● WHAT TO WORK ON
Without reproducing any image, print the listing below exactly.

● RECORD EXTRACTS
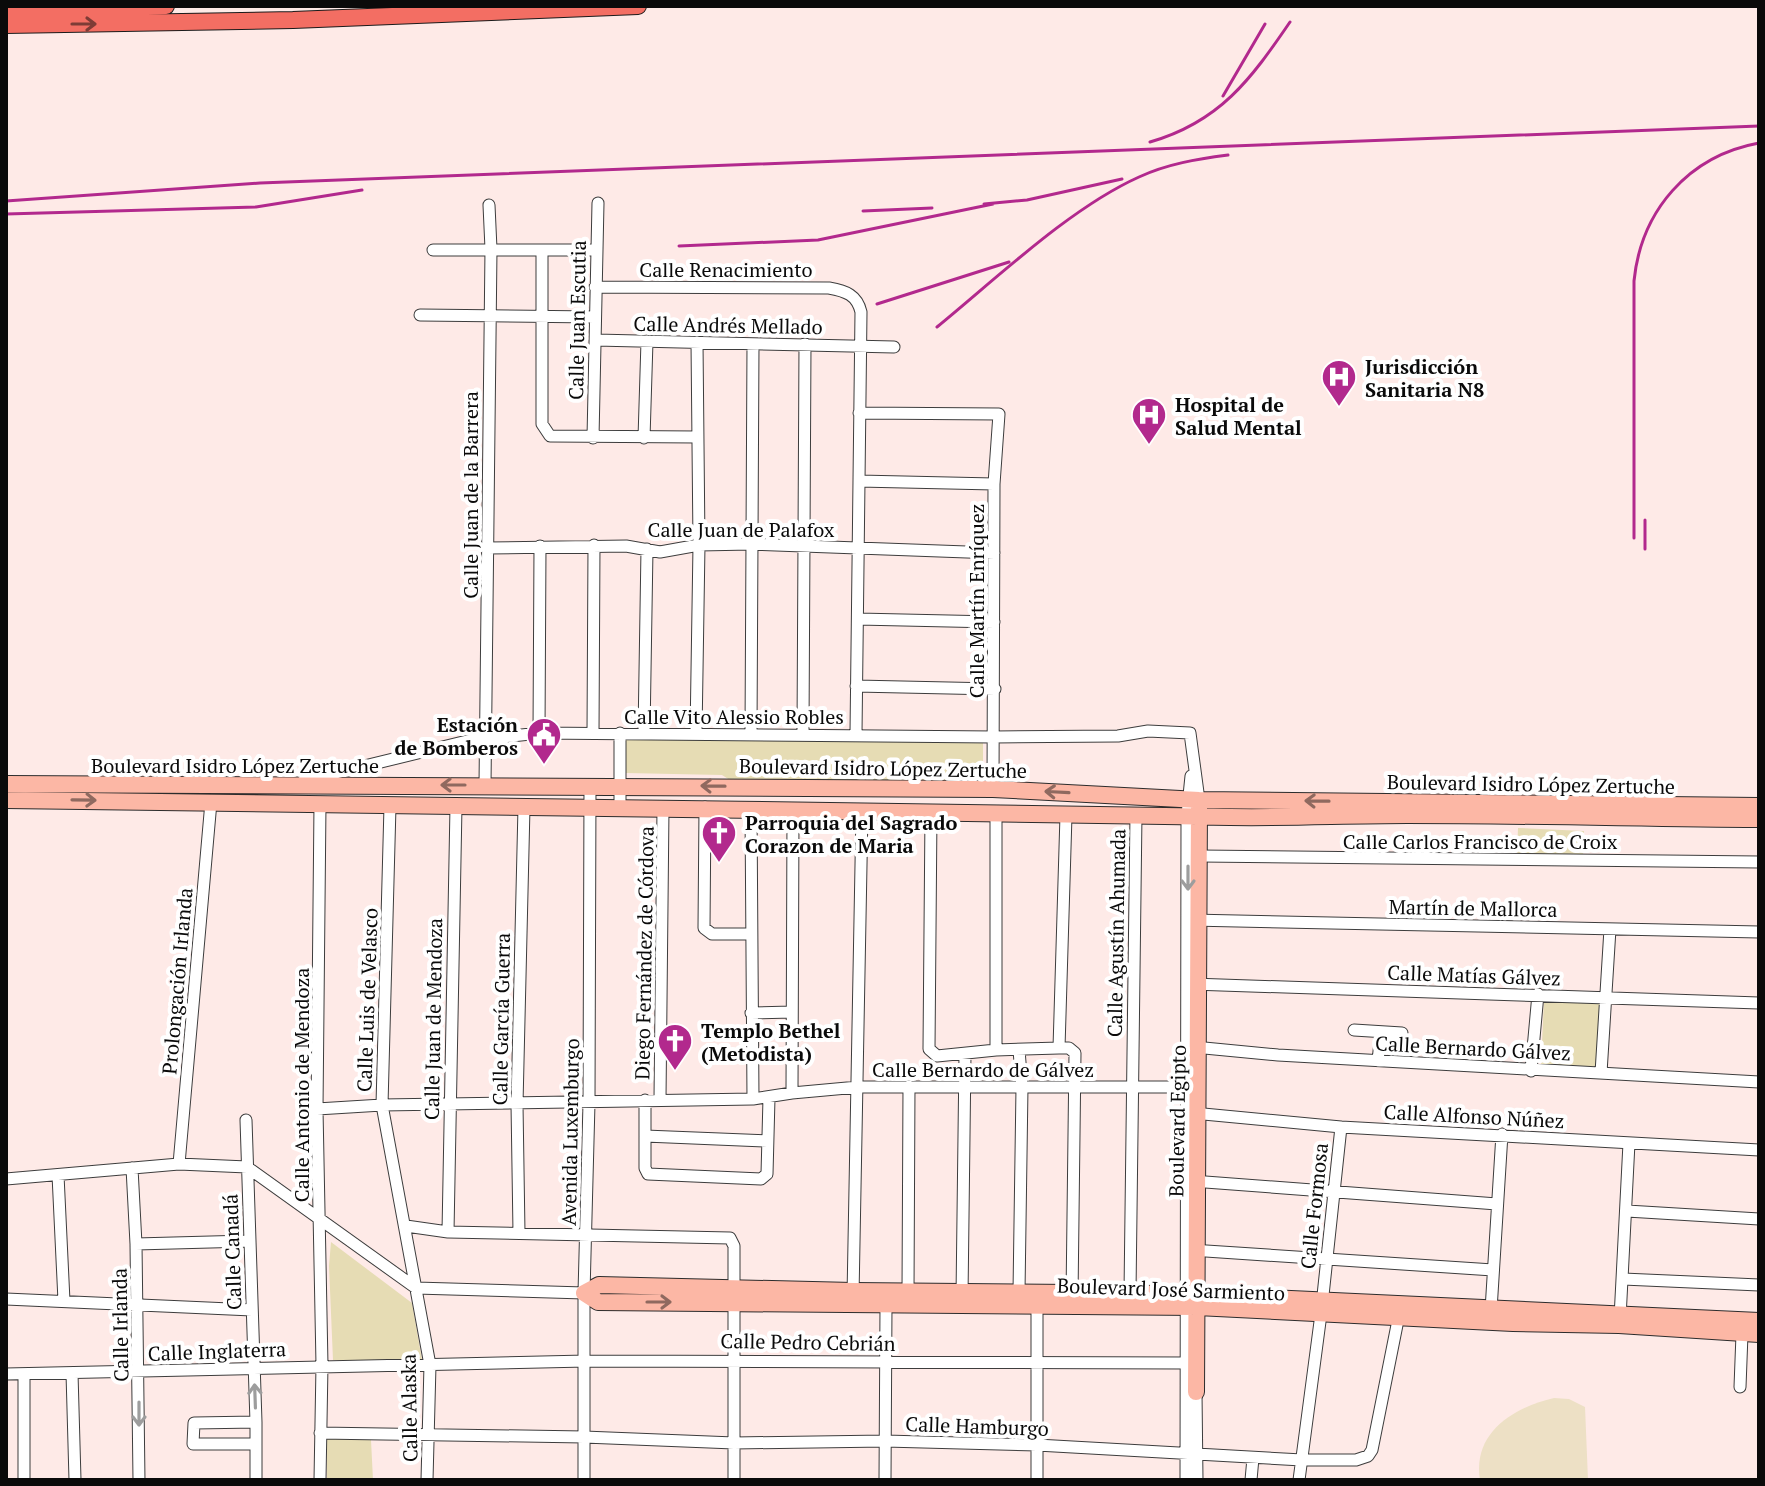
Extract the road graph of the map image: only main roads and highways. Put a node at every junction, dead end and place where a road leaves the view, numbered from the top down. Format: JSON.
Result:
{"nodes":[{"id":1,"x":166,"y":6,"type":"edge"},
{"id":2,"x":638,"y":6,"type":"edge"},
{"id":3,"x":584,"y":7,"type":"edge"},
{"id":4,"x":520,"y":8,"type":"edge"},
{"id":5,"x":296,"y":13,"type":"edge"},
{"id":6,"x":14,"y":15,"type":"edge"},
{"id":7,"x":6,"y":784,"type":"edge"},
{"id":8,"x":50,"y":792,"type":"junction"},
{"id":9,"x":6,"y":800,"type":"edge"},
{"id":10,"x":1194,"y":808,"type":"junction"},
{"id":11,"x":1757,"y":813,"type":"edge"},
{"id":12,"x":584,"y":1293,"type":"road end"},
{"id":13,"x":853,"y":1298,"type":"junction"},
{"id":14,"x":962,"y":1299,"type":"junction"},
{"id":15,"x":1072,"y":1299,"type":"junction"},
{"id":16,"x":1191,"y":1301,"type":"junction"},
{"id":17,"x":1400,"y":1312,"type":"junction"},
{"id":18,"x":1620,"y":1319,"type":"junction"},
{"id":19,"x":1759,"y":1321,"type":"edge"},
{"id":20,"x":1750,"y":1334,"type":"edge"},
{"id":21,"x":1196,"y":1392,"type":"road end"}],
"edges":[{"from":1,"to":6,"type":"main road"},
{"from":2,"to":3,"type":"main road"},
{"from":3,"to":4,"type":"main road"},
{"from":4,"to":5,"type":"main road"},
{"from":6,"to":5,"type":"main road","one_way":true},
{"from":7,"to":8,"type":"main road","name":"Boulevard Isidro López Zertuche"},
{"from":8,"to":9,"type":"main road","name":"Boulevard Isidro López Zertuche"},
{"from":8,"to":10,"type":"main road","name":"Boulevard Isidro López Zertuche","one_way":true},
{"from":10,"to":8,"type":"main road","name":"Boulevard Isidro López Zertuche","one_way":true},
{"from":10,"to":11,"type":"main road","name":"Boulevard Isidro López Zertuche"},
{"from":10,"to":16,"type":"main road","name":"Boulevard Egipto"},
{"from":12,"to":13,"type":"main road","name":"Boulevard José Sarmiento"},
{"from":13,"to":14,"type":"main road","name":"Boulevard José Sarmiento"},
{"from":13,"to":14,"type":"main road","name":"Boulevard José Sarmiento"},
{"from":14,"to":15,"type":"main road","name":"Boulevard José Sarmiento"},
{"from":14,"to":15,"type":"main road","name":"Boulevard José Sarmiento"},
{"from":15,"to":16,"type":"main road","name":"Boulevard José Sarmiento"},
{"from":15,"to":16,"type":"main road","name":"Boulevard José Sarmiento"},
{"from":16,"to":17,"type":"main road","name":"Boulevard José Sarmiento"},
{"from":16,"to":21,"type":"main road","name":"Boulevard Egipto"},
{"from":17,"to":18,"type":"main road","name":"Boulevard José Sarmiento"},
{"from":17,"to":18,"type":"main road","name":"Boulevard José Sarmiento"},
{"from":18,"to":19,"type":"main road","name":"Boulevard José Sarmiento"},
{"from":18,"to":20,"type":"main road","name":"Boulevard José Sarmiento"}]}
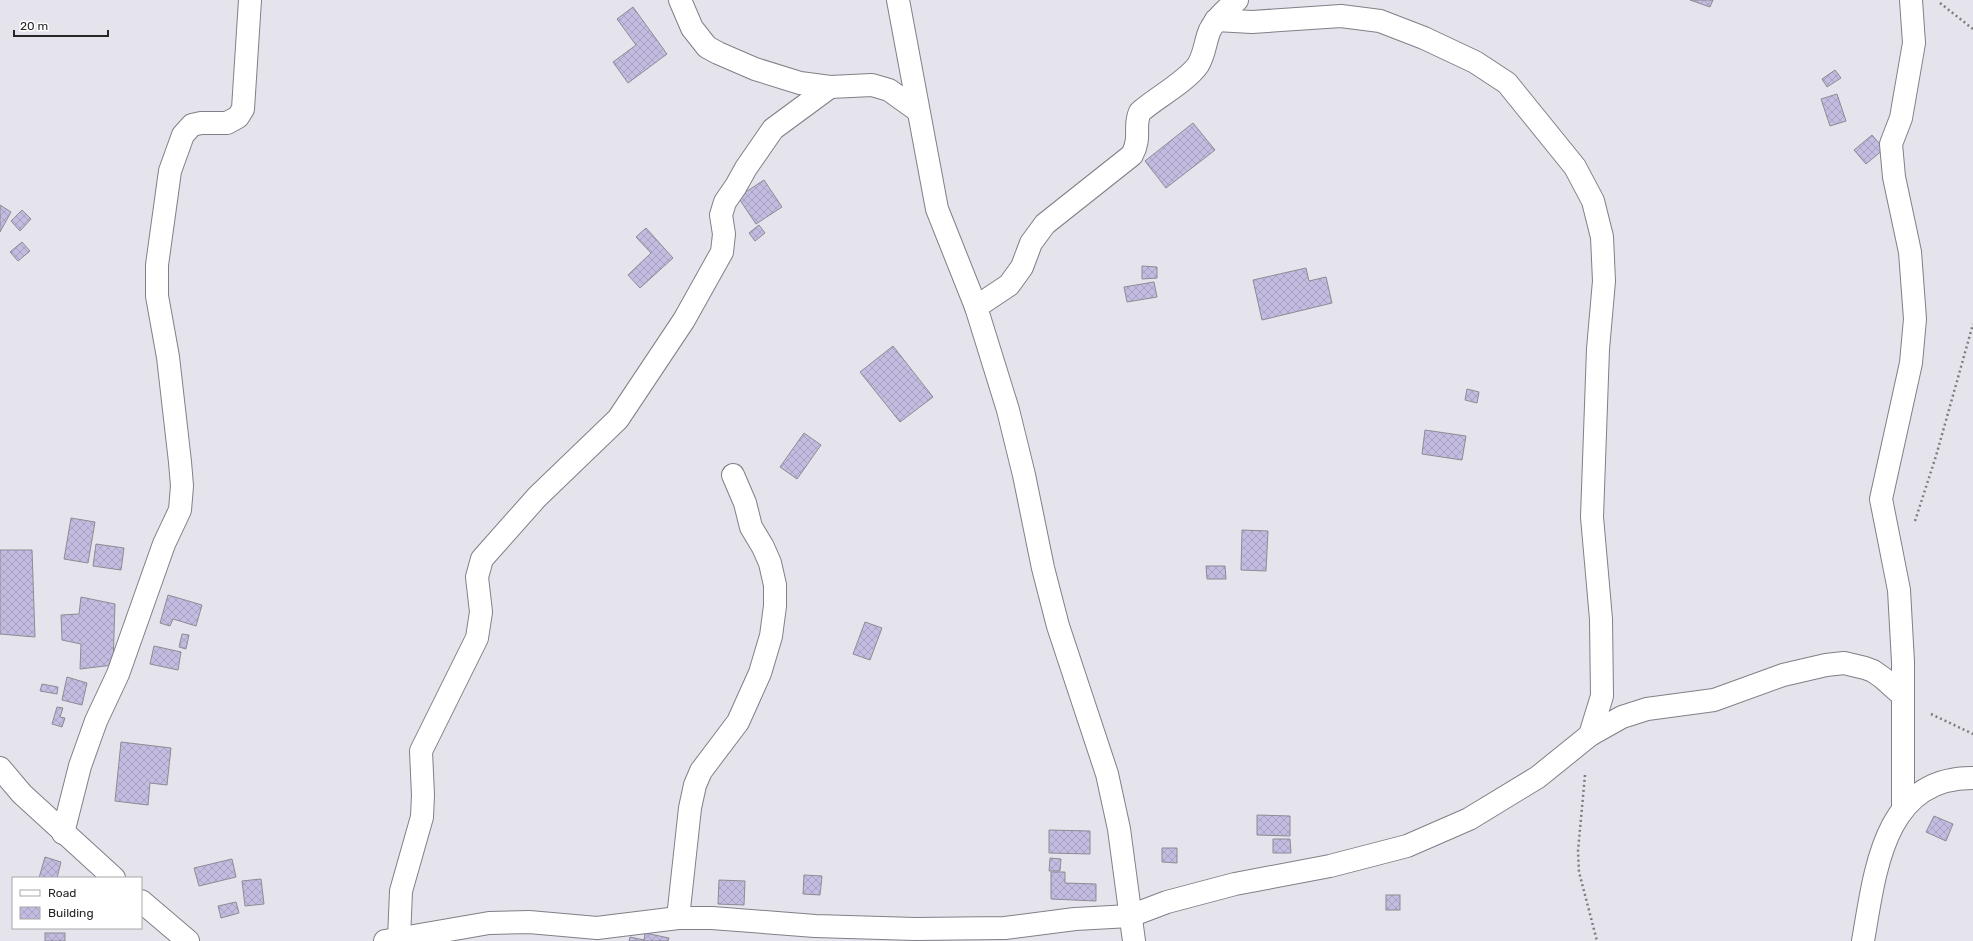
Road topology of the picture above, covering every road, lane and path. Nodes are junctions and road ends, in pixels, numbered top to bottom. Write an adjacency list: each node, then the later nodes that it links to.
1 (250, 0): 21 (street)
2 (680, 0): 9 (street)
3 (898, 0): 10 (street)
4 (1237, 0): 7 (street)
5 (1911, 0): 15 (street)
6 (1937, 0): 8 (path)
7 (1216, 20): 11 (street); 17 (street)
8 (1973, 29)
9 (830, 88): 10 (street); 26 (street)
10 (917, 110): 11 (street)
11 (976, 307): 24 (street)
12 (1973, 324): 14 (path)
13 (734, 475): 25 (street)
14 (1914, 524)
15 (1902, 695): 16 (path); 17 (street); 20 (street)
16 (1973, 734)
17 (1590, 735): 24 (street); 29 (path)
18 (0, 768): 21 (street)
19 (1973, 778): 20 (street)
20 (1903, 808): 30 (street)
21 (63, 833): 22 (street)
22 (113, 877)
23 (142, 902): 27 (street)
24 (1130, 916): 25 (street); 28 (street)
25 (678, 918): 26 (street)
26 (392, 940)
27 (188, 941)
28 (1134, 941)
29 (1597, 941)
30 (1862, 941)

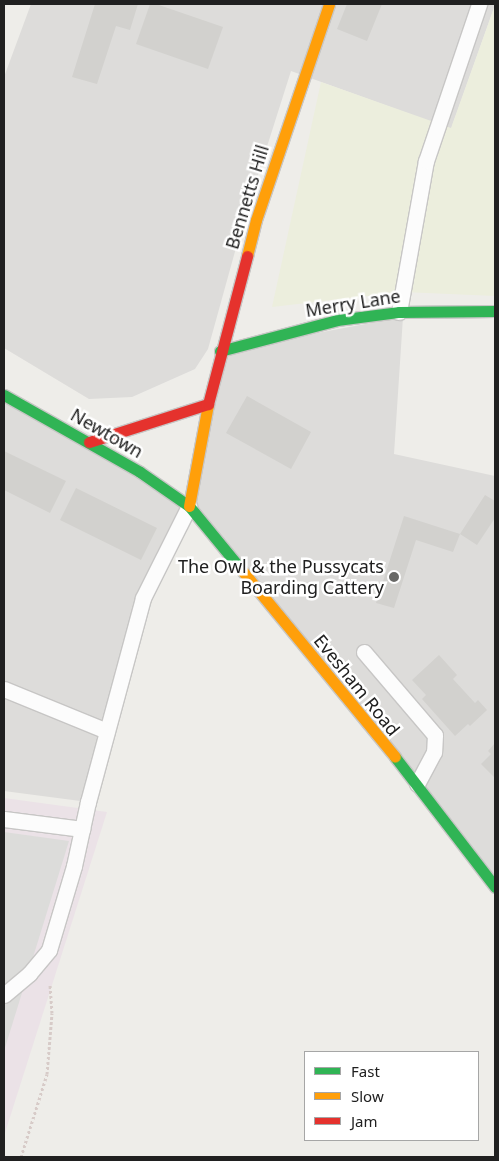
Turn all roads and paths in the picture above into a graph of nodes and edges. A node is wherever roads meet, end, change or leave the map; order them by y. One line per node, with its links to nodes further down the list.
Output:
1 (329, 4): 5 (street, Bennetts Hill)
2 (479, 4): 4 (lane)
3 (495, 311): 4 (street, Merry Lane)
4 (400, 312): 5 (street, Merry Lane)
5 (220, 352): 7 (street, Bennetts Hill)
6 (4, 395): 8 (street, Newtown)
7 (208, 404): 8 (street); 9 (street, Bennetts Hill)
8 (90, 442): 9 (street, Newtown)
9 (189, 506): 12 (lane); 13 (street, Evesham Road)
10 (364, 652): 13 (lane)
11 (4, 689): 12 (lane)
12 (107, 731): 15 (lane)
13 (417, 784): 16 (street, Evesham Road)
14 (4, 819): 15 (lane)
15 (82, 829): 17 (lane)
16 (495, 887)
17 (48, 950): 18 (lane); 19 (path)
18 (4, 995)
19 (21, 1157)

● FINISHED EXERCISE
Extract the road graph of the map image: only main roads and highways. Put a node at every junction, dead end and place where a road leaves the view, numbered from the top down. Format: JSON.
Result:
{"nodes":[{"id":1,"x":166,"y":6,"type":"edge"},
{"id":2,"x":638,"y":6,"type":"edge"},
{"id":3,"x":584,"y":7,"type":"edge"},
{"id":4,"x":520,"y":8,"type":"edge"},
{"id":5,"x":296,"y":13,"type":"edge"},
{"id":6,"x":14,"y":15,"type":"edge"},
{"id":7,"x":6,"y":784,"type":"edge"},
{"id":8,"x":50,"y":792,"type":"junction"},
{"id":9,"x":6,"y":800,"type":"edge"},
{"id":10,"x":1194,"y":808,"type":"junction"},
{"id":11,"x":1757,"y":813,"type":"edge"},
{"id":12,"x":584,"y":1293,"type":"road end"},
{"id":13,"x":853,"y":1298,"type":"junction"},
{"id":14,"x":962,"y":1299,"type":"junction"},
{"id":15,"x":1072,"y":1299,"type":"junction"},
{"id":16,"x":1191,"y":1301,"type":"junction"},
{"id":17,"x":1400,"y":1312,"type":"junction"},
{"id":18,"x":1620,"y":1319,"type":"junction"},
{"id":19,"x":1759,"y":1321,"type":"edge"},
{"id":20,"x":1750,"y":1334,"type":"edge"},
{"id":21,"x":1196,"y":1392,"type":"road end"}],
"edges":[{"from":1,"to":6,"type":"main road"},
{"from":2,"to":3,"type":"main road"},
{"from":3,"to":4,"type":"main road"},
{"from":4,"to":5,"type":"main road"},
{"from":6,"to":5,"type":"main road","one_way":true},
{"from":7,"to":8,"type":"main road","name":"Boulevard Isidro López Zertuche"},
{"from":8,"to":9,"type":"main road","name":"Boulevard Isidro López Zertuche"},
{"from":8,"to":10,"type":"main road","name":"Boulevard Isidro López Zertuche","one_way":true},
{"from":10,"to":8,"type":"main road","name":"Boulevard Isidro López Zertuche","one_way":true},
{"from":10,"to":11,"type":"main road","name":"Boulevard Isidro López Zertuche"},
{"from":10,"to":16,"type":"main road","name":"Boulevard Egipto"},
{"from":12,"to":13,"type":"main road","name":"Boulevard José Sarmiento"},
{"from":13,"to":14,"type":"main road","name":"Boulevard José Sarmiento"},
{"from":13,"to":14,"type":"main road","name":"Boulevard José Sarmiento"},
{"from":14,"to":15,"type":"main road","name":"Boulevard José Sarmiento"},
{"from":14,"to":15,"type":"main road","name":"Boulevard José Sarmiento"},
{"from":15,"to":16,"type":"main road","name":"Boulevard José Sarmiento"},
{"from":15,"to":16,"type":"main road","name":"Boulevard José Sarmiento"},
{"from":16,"to":17,"type":"main road","name":"Boulevard José Sarmiento"},
{"from":16,"to":21,"type":"main road","name":"Boulevard Egipto"},
{"from":17,"to":18,"type":"main road","name":"Boulevard José Sarmiento"},
{"from":17,"to":18,"type":"main road","name":"Boulevard José Sarmiento"},
{"from":18,"to":19,"type":"main road","name":"Boulevard José Sarmiento"},
{"from":18,"to":20,"type":"main road","name":"Boulevard José Sarmiento"}]}
Road topology of the picture above, covering every road, lane and path. Nodes are junctions and road ends, in pixels, numbered top to bottom. Write an adjacency list: each node, then the later nodes that it links to.
1 (250, 0): 21 (street)
2 (680, 0): 9 (street)
3 (898, 0): 10 (street)
4 (1237, 0): 7 (street)
5 (1911, 0): 15 (street)
6 (1937, 0): 8 (path)
7 (1216, 20): 11 (street); 17 (street)
8 (1973, 29)
9 (830, 88): 10 (street); 26 (street)
10 (917, 110): 11 (street)
11 (976, 307): 24 (street)
12 (1973, 324): 14 (path)
13 (734, 475): 25 (street)
14 (1914, 524)
15 (1902, 695): 16 (path); 17 (street); 20 (street)
16 (1973, 734)
17 (1590, 735): 24 (street); 29 (path)
18 (0, 768): 21 (street)
19 (1973, 778): 20 (street)
20 (1903, 808): 30 (street)
21 (63, 833): 22 (street)
22 (113, 877)
23 (142, 902): 27 (street)
24 (1130, 916): 25 (street); 28 (street)
25 (678, 918): 26 (street)
26 (392, 940)
27 (188, 941)
28 (1134, 941)
29 (1597, 941)
30 (1862, 941)

Turn all roads and paths in the picture above into a graph of nodes and edges. A node is wherever roads meet, end, change or leave the map; order them by y. One line per node, with its links to nodes further down the list.
Output:
1 (329, 4): 5 (street, Bennetts Hill)
2 (479, 4): 4 (lane)
3 (495, 311): 4 (street, Merry Lane)
4 (400, 312): 5 (street, Merry Lane)
5 (220, 352): 7 (street, Bennetts Hill)
6 (4, 395): 8 (street, Newtown)
7 (208, 404): 8 (street); 9 (street, Bennetts Hill)
8 (90, 442): 9 (street, Newtown)
9 (189, 506): 12 (lane); 13 (street, Evesham Road)
10 (364, 652): 13 (lane)
11 (4, 689): 12 (lane)
12 (107, 731): 15 (lane)
13 (417, 784): 16 (street, Evesham Road)
14 (4, 819): 15 (lane)
15 (82, 829): 17 (lane)
16 (495, 887)
17 (48, 950): 18 (lane); 19 (path)
18 (4, 995)
19 (21, 1157)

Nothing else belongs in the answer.